Vous voulez dire que votre tramway il traverserait Paris ?
- "Alors non, le tramway de Delanoë c'est un véritable barrage, c'est bien un tramway, seulement celui-ci a pour but d'empêcher le passage des voitures parce qu'il est sur un site propre, et donc on pourra encore moins entrer dans Paris. Paris va être finalement réservé à ceux qui font du patin à roulettes et les autres n'ont qu'à moisir dans leurs voitures."
Ohé !, B. Delanoë, il faudra venir répondre. Vous êtes donc favorable à un référendum pour le tramway, éventuellement.

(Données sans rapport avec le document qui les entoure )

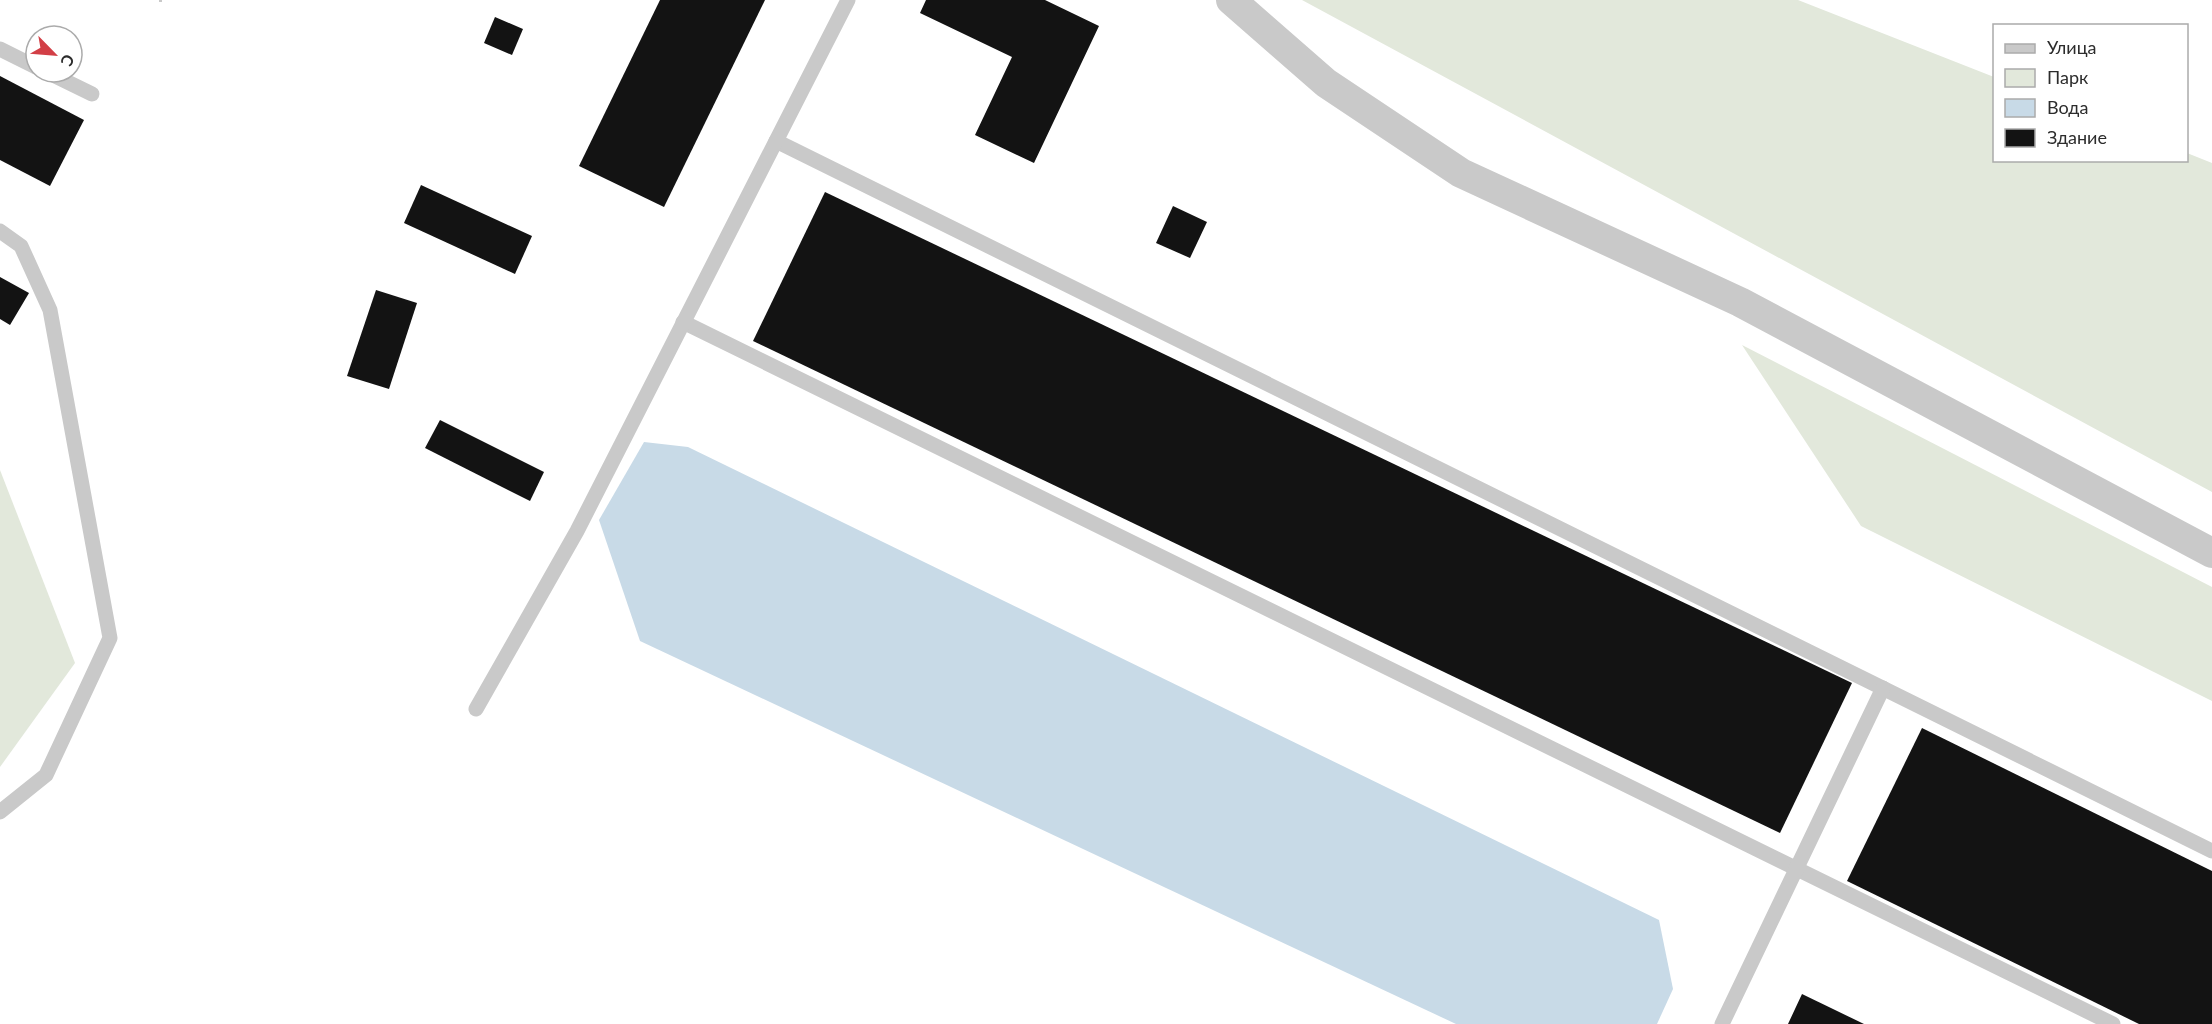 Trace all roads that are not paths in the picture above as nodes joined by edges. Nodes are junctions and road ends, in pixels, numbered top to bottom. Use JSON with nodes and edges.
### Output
{"nodes":[{"id":1,"x":848,"y":0,"type":"edge"},
{"id":2,"x":1231,"y":0,"type":"edge"},
{"id":3,"x":0,"y":49,"type":"edge"},
{"id":4,"x":24,"y":61,"type":"edge"},
{"id":5,"x":72,"y":84,"type":"edge"},
{"id":6,"x":92,"y":94,"type":"dead end"},
{"id":7,"x":776,"y":141,"type":"junction"},
{"id":8,"x":0,"y":231,"type":"edge"},
{"id":9,"x":683,"y":322,"type":"junction"},
{"id":10,"x":2212,"y":553,"type":"edge"},
{"id":11,"x":1883,"y":688,"type":"junction"},
{"id":12,"x":476,"y":709,"type":"dead end"},
{"id":13,"x":0,"y":812,"type":"edge"},
{"id":14,"x":2212,"y":851,"type":"edge"},
{"id":15,"x":1796,"y":868,"type":"junction"},
{"id":16,"x":1722,"y":1024,"type":"edge"},
{"id":17,"x":2113,"y":1024,"type":"edge"}],
"edges":[{"from":1,"to":7,"type":"lane"},
{"from":2,"to":10,"type":"street"},
{"from":3,"to":4,"type":"lane"},
{"from":5,"to":6,"type":"lane"},
{"from":7,"to":9,"type":"lane"},
{"from":7,"to":11,"type":"lane"},
{"from":8,"to":13,"type":"lane"},
{"from":9,"to":12,"type":"lane"},
{"from":9,"to":15,"type":"lane"},
{"from":11,"to":14,"type":"lane"},
{"from":11,"to":15,"type":"lane"},
{"from":15,"to":16,"type":"lane"},
{"from":15,"to":17,"type":"lane"}]}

- "Ça c'est la responsabilité des élus de Paris. Ce que je déplore, vraiment, c'est l'égoïsme de Paris, qui, finalement, est de plus en plus gérés pour quelques bobos parisiens et qui ignore tout le reste de la banlieue, qui est vécu comme des pestiférés."

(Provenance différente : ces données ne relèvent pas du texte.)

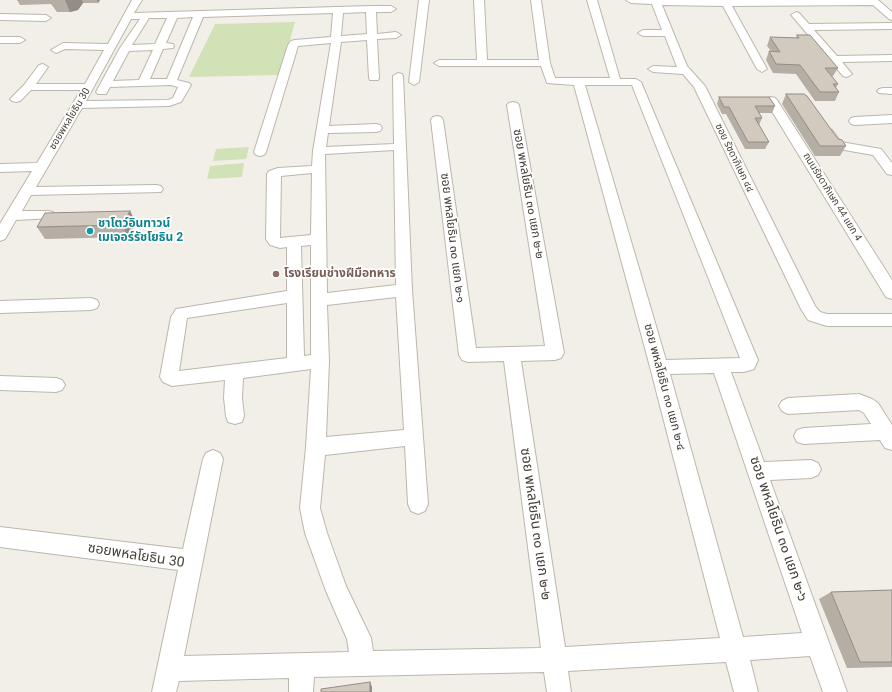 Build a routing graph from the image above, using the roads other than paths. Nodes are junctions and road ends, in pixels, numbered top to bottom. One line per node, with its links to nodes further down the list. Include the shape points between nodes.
1 (137, 0): 16 (street, ซอยพหลโยธิน 30)
2 (424, 0): 52 (street)
3 (479, 0): 41 (street)
4 (536, 0): 42 (street)
5 (592, 0): 54 (street)
6 (631, 0): 7 (street)
7 (655, 1): 10 (street); 27 (street, ซอย รัชดาภิเษก ๔๔)
8 (837, 1): 9 (street); 10 (street)
9 (874, 1): 20 (street)
10 (730, 2): 45 (street)
11 (371, 9): 12 (street); 13 (street); 29 (street)
12 (391, 9)
13 (338, 11): 14 (street); 32 (street)
14 (199, 15): 18 (street); 33 (street)
15 (796, 15): 24 (street)
16 (128, 16): 17 (street); 34 (street, ซอยพหลโยธิน 30)
17 (146, 16): 18 (street); 36 (street)
18 (173, 16): 35 (street)
19 (0, 17): 21 (street)
20 (892, 17)
21 (46, 18)
22 (846, 19): 25 (street)
23 (892, 26): 25 (street)
24 (806, 27): 25 (street); 39 (street)
25 (854, 27)
26 (643, 33): 27 (street)
27 (668, 33): 46 (street, ซอย รัชดาภิเษก ๔๔)
28 (396, 35): 29 (street)
29 (374, 36): 32 (street); 49 (street)
30 (0, 40): 31 (street)
31 (20, 40)
32 (336, 41): 70 (street); 73 (street, via 299,42 293,45)
33 (186, 46): 35 (street); 51 (street)
34 (111, 47): 37 (street, via 64,46); 57 (street, ซอยพหลโยธิน 30)
35 (159, 47): 36 (street); 50 (street)
36 (125, 48): 55 (street)
37 (56, 50)
38 (892, 58): 39 (street)
39 (833, 59): 47 (street)
40 (439, 63): 41 (street)
41 (482, 63): 42 (street)
42 (545, 63): 53 (street, via 551,81)
43 (43, 67): 56 (street)
44 (653, 69): 46 (street)
45 (762, 69)
46 (684, 71): 59 (street, ซอย รัชดาภิเษก ๔๔, via 695,81)
47 (847, 74)
48 (398, 76): 85 (street)
49 (374, 78)
50 (143, 82): 51 (street); 55 (street)
51 (171, 82): 62 (street, via 185,85 177,100 173,102)
52 (414, 82)
53 (579, 82): 54 (street); 96 (street, ซอย พหลโยธิน ๓๐ แยก ๒-๔)
54 (616, 82): 95 (street, via 636,82 749,360 748,364 744,365)
55 (107, 84): 62 (street)
56 (28, 87): 57 (street); 58 (street)
57 (88, 87): 63 (street, ซอยพหลโยธิน 30)
58 (16, 99)
59 (706, 100): 60 (street); 91 (street, ซอย รัชดาภิเษก ๔๔, via 814,316 827,320)
60 (721, 100)
61 (757, 100): 86 (street, ถนนรัชดาภิเษก 44 แยก 4, via 778,100)
62 (95, 104): 63 (street)
63 (78, 105): 74 (street, ซอยพหลโยธิน 30)
64 (513, 105): 92 (street, ซอย พหลโยธิน ๓๐ แยก ๒-๒, via 555,354)
65 (892, 119): 67 (street)
66 (437, 120): 92 (street, ซอย พหลโยธิน ๓๐ แยก ๒-๑, via 468,355)
67 (855, 121)
68 (821, 122): 77 (street, via 837,144 846,148 877,152)
69 (376, 128): 70 (street)
70 (322, 130): 72 (street)
71 (390, 147): 72 (street)
72 (319, 150): 76 (street)
73 (260, 152)
74 (41, 167): 75 (street); 79 (street, ซอยพหลโยธิน 30)
75 (0, 168)
76 (319, 169): 83 (street); 84 (street, via 274,174 273,239 280,243)
77 (892, 171)
78 (156, 189): 79 (street)
79 (27, 192): 81 (street, ซอยพหลโยธิน 30)
80 (48, 215): 81 (street)
81 (12, 216): 82 (street, ซอยพหลโยธิน 30)
82 (0, 236)
83 (318, 239): 84 (street); 88 (street)
84 (294, 242): 87 (street)
85 (404, 290): 88 (street); 103 (street)
86 (892, 293)
87 (294, 296): 94 (street); 97 (street, via 187,312 179,317 169,377 172,379)
88 (318, 300): 93 (street)
89 (91, 304): 90 (street)
90 (0, 307)
91 (892, 320)
92 (512, 355): 114 (street, ซอย พหลโยธิน ๓๐ แยก ๒-๒)
93 (320, 361): 94 (street); 105 (street)
94 (296, 364): 97 (street)
95 (720, 366): 96 (street); 108 (street, ซอย พหลโยธิน ๓๐ แยก ๒-๖)
96 (659, 367): 113 (street, ซอย พหลโยธิน ๓๐ แยก ๒-๔)
97 (234, 372): 101 (street)
98 (0, 383): 99 (street)
99 (56, 385)
100 (788, 406): 104 (street, via 859,402 866,404)
101 (235, 416)
102 (804, 436): 104 (street)
103 (413, 437): 105 (street); 109 (street)
104 (888, 437)
105 (316, 447): 115 (street, via 310,508 337,592 359,638)
106 (212, 459): 111 (street)
107 (811, 469): 108 (street)
108 (758, 471): 112 (street, ซอย พหลโยธิน ๓๐ แยก ๒-๖)
109 (418, 504)
110 (0, 537): 111 (street, ซอยพหลโยธิน 30)
111 (190, 561): 117 (street, ซอยพหลโยธิน 30)
112 (819, 644): 113 (street); 122 (street, ซอย พหลโยธิน ๓๐ แยก ๒-๖)
113 (734, 649): 114 (street); 121 (street, ซอย พหลโยธิน ๓๐ แยก ๒-๔)
114 (554, 660): 115 (street); 120 (street, ซอย พหลโยธิน ๓๐ แยก ๒-๒)
115 (362, 664): 116 (street)
116 (302, 666): 117 (street); 119 (street)
117 (168, 669): 118 (street, ซอยพหลโยธิน 30)
118 (164, 692)
119 (301, 692)
120 (559, 692)
121 (746, 692)
122 (835, 692)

Pour la région Ile-de-France, les candidats sont déjà nombreux, à droite surtout, qu'est-ce qui est préférable selon vous au premier tour ? Une liste commune UMP/ UDF, même si vous avez du mal à convaincre M. Santini, ou M. Bayrou ; ou deux listes, Copé, et une autre, Santini ?

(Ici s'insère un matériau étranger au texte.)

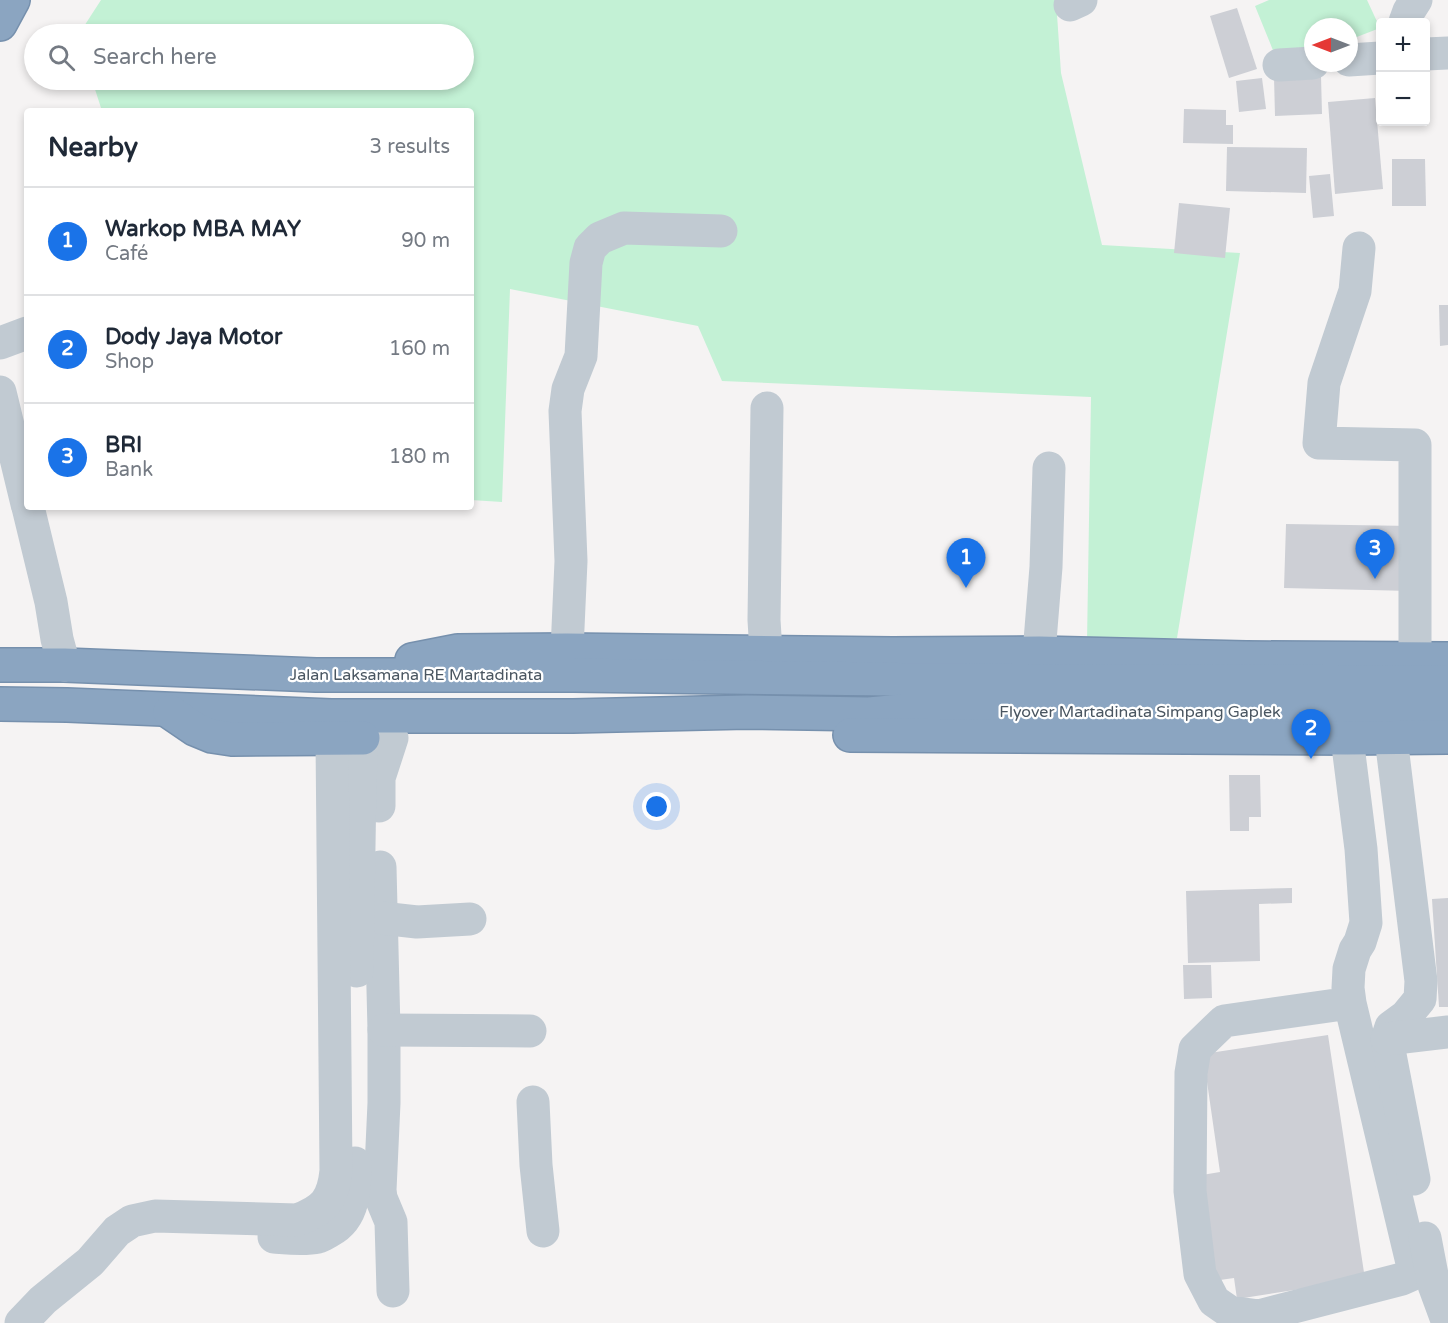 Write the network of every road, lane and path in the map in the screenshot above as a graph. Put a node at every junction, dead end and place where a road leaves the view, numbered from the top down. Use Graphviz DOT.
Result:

- "C'est bien de n'avoir qu'une seule liste, sauf que si nous faisons alliance dès le premier tour avec l'UDF c'est sympathique, mais il faudrait s'assurer qu'il n'y aura pas une autre liste dissidente à droite, parce que.."
Donc il vaut mieux deux ?
- " Donc, ce n'est pas un drame s'il y a deux listes."
On raconte que J.-F. Copé aura sur sa liste Cécilia Sarkozy, vous le confirmez ?
- "Je ne confirme pas, c'est à Cécilia Sarkozy qu'il faut demander ça, mais ça serait une bonne candidate oui, parce qu'elle a du tempérament."
Oui, et puis comme ça il y aura deux Sarkozy.
- "Il y avait bien deux CLINTON et les Français admiraient ça, pourquoi il n'y aurait pas deux Sarkozy."
La comparaison ça va faire plaisir à beaucoup de monde : deux Sarkozy pour J.-F. Copé tout seul, c'est bien. On parlera peut-être de la Corse si on a le temps. La première journée du procès des 27 prévenus dont A . Juppé, il se déroule comment ce procès ? Pour un ex RPR.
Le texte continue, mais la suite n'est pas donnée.